→ **TASK**: Wherever the string "Zhitia" occurs in a line of these records, report that line.

Collected data:
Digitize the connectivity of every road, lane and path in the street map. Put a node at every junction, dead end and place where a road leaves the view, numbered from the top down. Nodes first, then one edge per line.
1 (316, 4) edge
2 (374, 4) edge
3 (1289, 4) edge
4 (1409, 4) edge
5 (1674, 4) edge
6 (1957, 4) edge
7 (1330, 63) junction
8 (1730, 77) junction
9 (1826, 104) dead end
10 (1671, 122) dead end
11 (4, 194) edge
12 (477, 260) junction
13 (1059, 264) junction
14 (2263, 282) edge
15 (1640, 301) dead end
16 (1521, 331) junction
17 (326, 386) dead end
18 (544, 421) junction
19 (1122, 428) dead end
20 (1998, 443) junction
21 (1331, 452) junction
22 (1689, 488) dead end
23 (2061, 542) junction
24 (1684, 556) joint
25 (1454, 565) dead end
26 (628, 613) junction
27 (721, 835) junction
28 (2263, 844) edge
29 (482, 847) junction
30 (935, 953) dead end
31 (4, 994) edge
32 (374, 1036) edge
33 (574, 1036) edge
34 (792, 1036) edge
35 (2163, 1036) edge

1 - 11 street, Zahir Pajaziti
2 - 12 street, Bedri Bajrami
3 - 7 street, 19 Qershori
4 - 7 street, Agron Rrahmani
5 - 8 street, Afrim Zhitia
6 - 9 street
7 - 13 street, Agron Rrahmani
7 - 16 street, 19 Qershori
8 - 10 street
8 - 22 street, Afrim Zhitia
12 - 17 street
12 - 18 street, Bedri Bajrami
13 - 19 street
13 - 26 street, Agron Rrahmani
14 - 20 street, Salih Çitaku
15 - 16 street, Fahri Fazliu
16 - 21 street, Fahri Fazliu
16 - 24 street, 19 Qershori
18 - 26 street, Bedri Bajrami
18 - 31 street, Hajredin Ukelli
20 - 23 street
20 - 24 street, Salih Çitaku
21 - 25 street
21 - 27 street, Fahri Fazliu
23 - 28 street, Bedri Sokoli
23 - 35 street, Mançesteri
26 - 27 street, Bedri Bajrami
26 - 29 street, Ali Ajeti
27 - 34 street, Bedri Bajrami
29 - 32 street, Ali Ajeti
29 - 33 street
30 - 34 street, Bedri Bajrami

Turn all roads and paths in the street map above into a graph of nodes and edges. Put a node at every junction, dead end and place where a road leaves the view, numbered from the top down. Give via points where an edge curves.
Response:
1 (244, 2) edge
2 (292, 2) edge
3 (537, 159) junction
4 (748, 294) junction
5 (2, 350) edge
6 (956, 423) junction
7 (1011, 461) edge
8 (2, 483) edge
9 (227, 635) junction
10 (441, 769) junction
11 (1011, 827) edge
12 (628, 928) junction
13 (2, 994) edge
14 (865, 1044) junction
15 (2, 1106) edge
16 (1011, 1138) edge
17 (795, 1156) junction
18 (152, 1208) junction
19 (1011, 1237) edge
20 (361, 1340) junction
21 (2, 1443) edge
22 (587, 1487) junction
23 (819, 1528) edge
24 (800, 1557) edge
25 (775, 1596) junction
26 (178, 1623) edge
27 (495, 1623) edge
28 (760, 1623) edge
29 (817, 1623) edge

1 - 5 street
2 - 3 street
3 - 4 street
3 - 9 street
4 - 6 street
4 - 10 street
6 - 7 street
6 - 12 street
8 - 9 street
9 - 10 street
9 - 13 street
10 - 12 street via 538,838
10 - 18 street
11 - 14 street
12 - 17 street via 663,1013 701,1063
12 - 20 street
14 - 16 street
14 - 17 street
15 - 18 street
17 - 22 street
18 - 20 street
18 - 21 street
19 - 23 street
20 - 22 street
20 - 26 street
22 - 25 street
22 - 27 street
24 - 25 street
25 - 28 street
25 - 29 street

→ **SOLUTION**:
5 - 8 street, Afrim Zhitia
8 - 22 street, Afrim Zhitia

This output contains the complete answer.